* **WHAT YOU ARE ASKED TO DO**
Return the records exactly as they appear below, omitting the pictures.

Start of SUPPLIED RECORDS

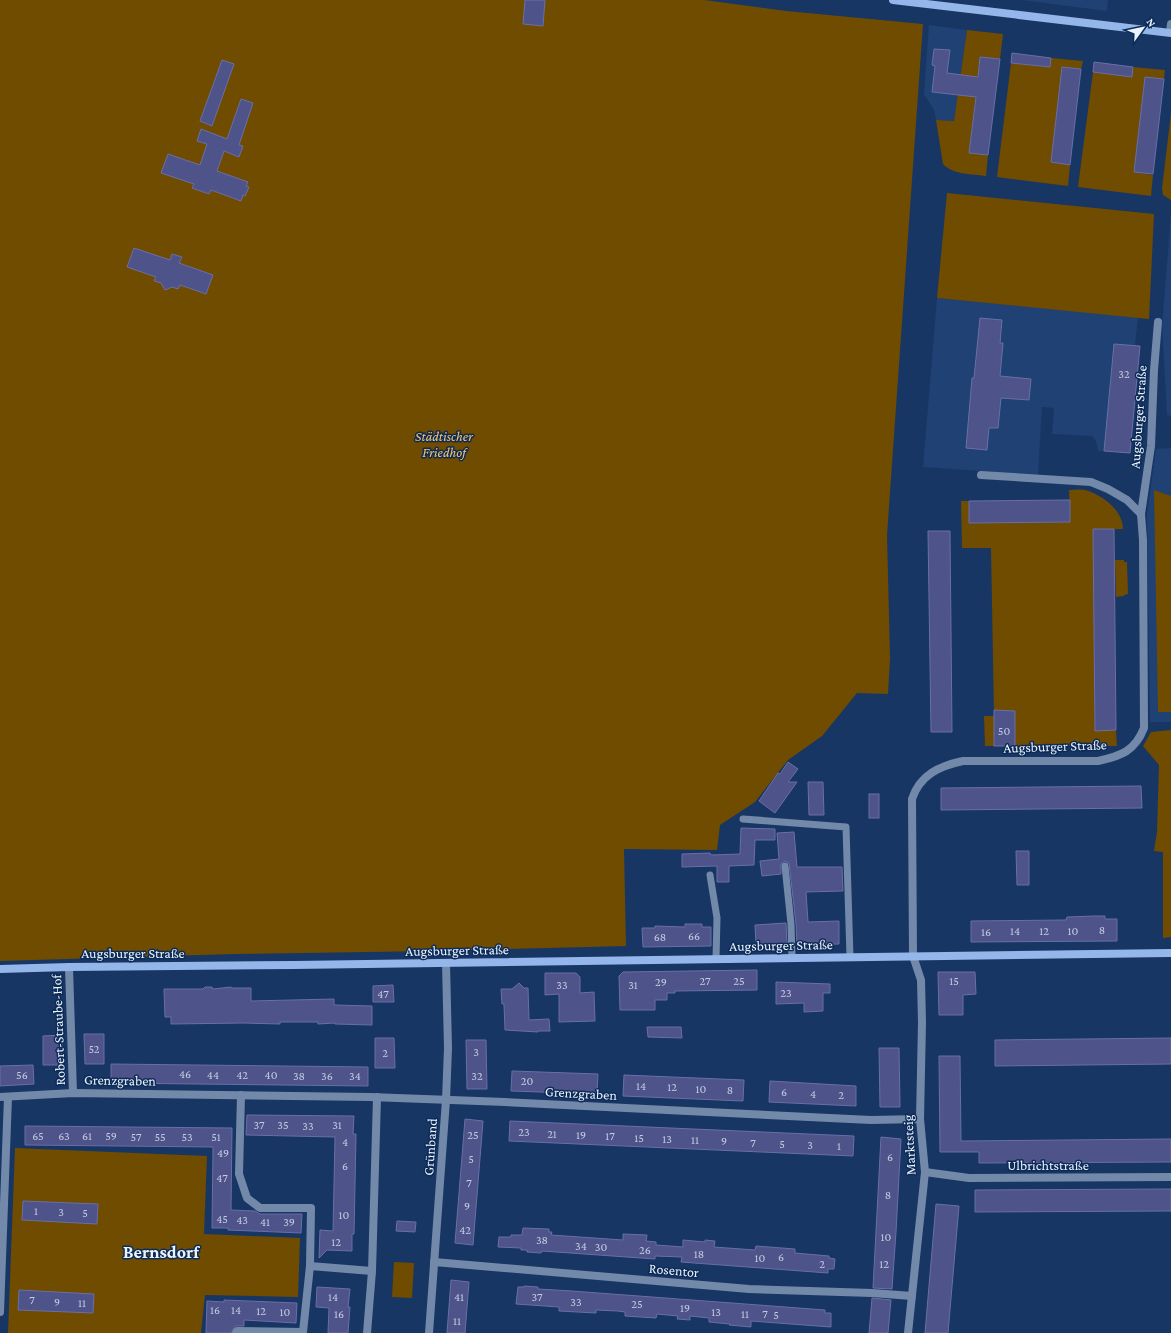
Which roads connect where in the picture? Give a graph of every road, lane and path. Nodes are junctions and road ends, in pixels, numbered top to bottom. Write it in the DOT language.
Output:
graph roads {
  1 [pos="893,0"];
  2 [pos="1171,30"];
  3 [pos="1158,322"];
  4 [pos="981,476"];
  5 [pos="1141,514"];
  6 [pos="743,819"];
  7 [pos="785,866"];
  8 [pos="710,875"];
  9 [pos="1171,953"];
  10 [pos="914,956"];
  11 [pos="850,957"];
  12 [pos="792,958"];
  13 [pos="716,959"];
  14 [pos="446,963"];
  15 [pos="69,967"];
  16 [pos="0,968"];
  17 [pos="73,1093"];
  18 [pos="241,1095"];
  19 [pos="4,1097"];
  20 [pos="377,1097"];
  21 [pos="446,1100"];
  22 [pos="920,1119"];
  23 [pos="925,1172"];
  24 [pos="1171,1177"];
  25 [pos="434,1262"];
  26 [pos="310,1266"];
  27 [pos="372,1270"];
  28 [pos="912,1296"];
  29 [pos="0,1312"];
  30 [pos="236,1333"];
  31 [pos="367,1333"];
  32 [pos="429,1333"];
  33 [pos="908,1333"];
  1 -- 2 [label="street"];
  3 -- 5 [label="street, Augsburger Straße"];
  4 -- 5 [label="street"];
  5 -- 10 [label="street, Augsburger Straße"];
  6 -- 11 [label="lane"];
  7 -- 12 [label="lane"];
  8 -- 13 [label="lane"];
  9 -- 10 [label="street, Augsburger Straße"];
  10 -- 11 [label="street, Augsburger Straße"];
  10 -- 22 [label="street, Marktsteig"];
  11 -- 12 [label="street, Augsburger Straße"];
  12 -- 13 [label="street, Augsburger Straße"];
  13 -- 14 [label="street, Augsburger Straße"];
  14 -- 15 [label="street, Augsburger Straße"];
  14 -- 21 [label="street, Grünband"];
  15 -- 16 [label="street, Augsburger Straße"];
  15 -- 17 [label="street, Robert-Straube-Hof"];
  17 -- 18 [label="street, Grenzgraben"];
  17 -- 19 [label="street, Grenzgraben"];
  18 -- 20 [label="street, Grenzgraben"];
  18 -- 26 [label="street"];
  19 -- 29 [label="street"];
  20 -- 21 [label="street, Grenzgraben"];
  20 -- 27 [label="street"];
  21 -- 22 [label="street, Grenzgraben"];
  21 -- 25 [label="street, Grünband"];
  22 -- 23 [label="street, Marktsteig"];
  23 -- 24 [label="street, Ulbrichtstraße"];
  23 -- 28 [label="street, Marktsteig"];
  25 -- 28 [label="street, Rosentor"];
  25 -- 32 [label="street, Grünband"];
  26 -- 27 [label="street"];
  26 -- 30 [label="street"];
  27 -- 31 [label="street"];
  28 -- 33 [label="street, Marktsteig"];
}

End of SUPPLIED RECORDS

* **TASK ANSWER**
Which roads connect where in the picture? Give a graph of every road, lane and path. Nodes are junctions and road ends, in pixels, numbered top to bottom. Write it in the DOT language.
Output:
graph roads {
  1 [pos="893,0"];
  2 [pos="1171,30"];
  3 [pos="1158,322"];
  4 [pos="981,476"];
  5 [pos="1141,514"];
  6 [pos="743,819"];
  7 [pos="785,866"];
  8 [pos="710,875"];
  9 [pos="1171,953"];
  10 [pos="914,956"];
  11 [pos="850,957"];
  12 [pos="792,958"];
  13 [pos="716,959"];
  14 [pos="446,963"];
  15 [pos="69,967"];
  16 [pos="0,968"];
  17 [pos="73,1093"];
  18 [pos="241,1095"];
  19 [pos="4,1097"];
  20 [pos="377,1097"];
  21 [pos="446,1100"];
  22 [pos="920,1119"];
  23 [pos="925,1172"];
  24 [pos="1171,1177"];
  25 [pos="434,1262"];
  26 [pos="310,1266"];
  27 [pos="372,1270"];
  28 [pos="912,1296"];
  29 [pos="0,1312"];
  30 [pos="236,1333"];
  31 [pos="367,1333"];
  32 [pos="429,1333"];
  33 [pos="908,1333"];
  1 -- 2 [label="street"];
  3 -- 5 [label="street, Augsburger Straße"];
  4 -- 5 [label="street"];
  5 -- 10 [label="street, Augsburger Straße"];
  6 -- 11 [label="lane"];
  7 -- 12 [label="lane"];
  8 -- 13 [label="lane"];
  9 -- 10 [label="street, Augsburger Straße"];
  10 -- 11 [label="street, Augsburger Straße"];
  10 -- 22 [label="street, Marktsteig"];
  11 -- 12 [label="street, Augsburger Straße"];
  12 -- 13 [label="street, Augsburger Straße"];
  13 -- 14 [label="street, Augsburger Straße"];
  14 -- 15 [label="street, Augsburger Straße"];
  14 -- 21 [label="street, Grünband"];
  15 -- 16 [label="street, Augsburger Straße"];
  15 -- 17 [label="street, Robert-Straube-Hof"];
  17 -- 18 [label="street, Grenzgraben"];
  17 -- 19 [label="street, Grenzgraben"];
  18 -- 20 [label="street, Grenzgraben"];
  18 -- 26 [label="street"];
  19 -- 29 [label="street"];
  20 -- 21 [label="street, Grenzgraben"];
  20 -- 27 [label="street"];
  21 -- 22 [label="street, Grenzgraben"];
  21 -- 25 [label="street, Grünband"];
  22 -- 23 [label="street, Marktsteig"];
  23 -- 24 [label="street, Ulbrichtstraße"];
  23 -- 28 [label="street, Marktsteig"];
  25 -- 28 [label="street, Rosentor"];
  25 -- 32 [label="street, Grünband"];
  26 -- 27 [label="street"];
  26 -- 30 [label="street"];
  27 -- 31 [label="street"];
  28 -- 33 [label="street, Marktsteig"];
}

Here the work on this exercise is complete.